■ **What to produce**
Lines to return, exactly: from the line with "pinky tip: (292, 232)" to the line with "pinky dip: (882, 894)" in the entries below, both included.

■ **Data shown**
◇ ◇ ◇ ◇ ◇
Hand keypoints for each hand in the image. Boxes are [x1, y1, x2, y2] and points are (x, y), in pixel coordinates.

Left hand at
◇ ◇ ◇ ◇ ◇
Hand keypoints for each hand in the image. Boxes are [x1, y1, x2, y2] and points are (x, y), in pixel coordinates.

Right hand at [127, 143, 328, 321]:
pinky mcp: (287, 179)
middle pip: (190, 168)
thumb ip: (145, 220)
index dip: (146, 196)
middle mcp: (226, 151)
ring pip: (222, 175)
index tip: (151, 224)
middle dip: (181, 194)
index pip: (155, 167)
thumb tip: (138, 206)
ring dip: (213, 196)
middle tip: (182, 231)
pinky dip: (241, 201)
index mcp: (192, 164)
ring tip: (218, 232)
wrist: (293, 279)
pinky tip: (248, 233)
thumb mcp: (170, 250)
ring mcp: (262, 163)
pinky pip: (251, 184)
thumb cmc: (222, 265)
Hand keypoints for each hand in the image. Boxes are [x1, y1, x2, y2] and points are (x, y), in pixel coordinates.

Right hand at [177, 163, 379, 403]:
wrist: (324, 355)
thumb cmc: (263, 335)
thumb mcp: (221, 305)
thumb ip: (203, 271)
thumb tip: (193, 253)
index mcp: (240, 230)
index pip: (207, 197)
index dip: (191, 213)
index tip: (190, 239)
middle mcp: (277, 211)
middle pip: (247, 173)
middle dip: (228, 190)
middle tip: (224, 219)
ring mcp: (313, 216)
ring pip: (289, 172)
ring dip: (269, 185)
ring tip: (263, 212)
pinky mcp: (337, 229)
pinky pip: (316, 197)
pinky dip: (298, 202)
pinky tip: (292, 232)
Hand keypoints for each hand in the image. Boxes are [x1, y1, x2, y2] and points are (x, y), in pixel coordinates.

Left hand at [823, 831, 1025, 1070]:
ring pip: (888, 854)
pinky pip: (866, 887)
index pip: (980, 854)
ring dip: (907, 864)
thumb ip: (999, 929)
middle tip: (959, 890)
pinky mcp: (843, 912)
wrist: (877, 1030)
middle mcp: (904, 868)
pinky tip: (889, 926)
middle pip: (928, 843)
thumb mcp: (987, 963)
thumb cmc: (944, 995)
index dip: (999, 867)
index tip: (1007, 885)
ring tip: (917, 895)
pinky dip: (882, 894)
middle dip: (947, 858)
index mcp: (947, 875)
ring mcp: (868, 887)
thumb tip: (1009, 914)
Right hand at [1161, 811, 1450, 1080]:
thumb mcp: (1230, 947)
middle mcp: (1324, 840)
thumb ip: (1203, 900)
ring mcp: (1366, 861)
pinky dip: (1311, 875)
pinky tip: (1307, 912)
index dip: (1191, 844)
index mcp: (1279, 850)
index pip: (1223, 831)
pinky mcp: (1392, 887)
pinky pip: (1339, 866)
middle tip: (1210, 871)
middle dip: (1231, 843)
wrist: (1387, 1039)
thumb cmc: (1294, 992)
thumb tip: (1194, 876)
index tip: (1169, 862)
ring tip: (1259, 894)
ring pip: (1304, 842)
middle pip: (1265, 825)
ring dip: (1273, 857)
◇ ◇ ◇ ◇ ◇
■ **Response for this exercise**
pinky tip: (292, 232)
Hand keypoints for each hand in the image. Boxes are [x1, y1, x2, y2] and points are (x, y), in pixel coordinates.

Left hand at [823, 831, 1025, 1070]:
ring pip: (888, 854)
pinky pip: (866, 887)
index pip: (980, 854)
ring dip: (907, 864)
thumb ip: (999, 929)
middle tip: (959, 890)
pinky mcp: (843, 912)
wrist: (877, 1030)
middle mcp: (904, 868)
pinky tip: (889, 926)
middle pip: (928, 843)
thumb mcp: (987, 963)
thumb cmc: (944, 995)
index dip: (999, 867)
index tip: (1007, 885)
ring tip: (917, 895)
pinky dip: (882, 894)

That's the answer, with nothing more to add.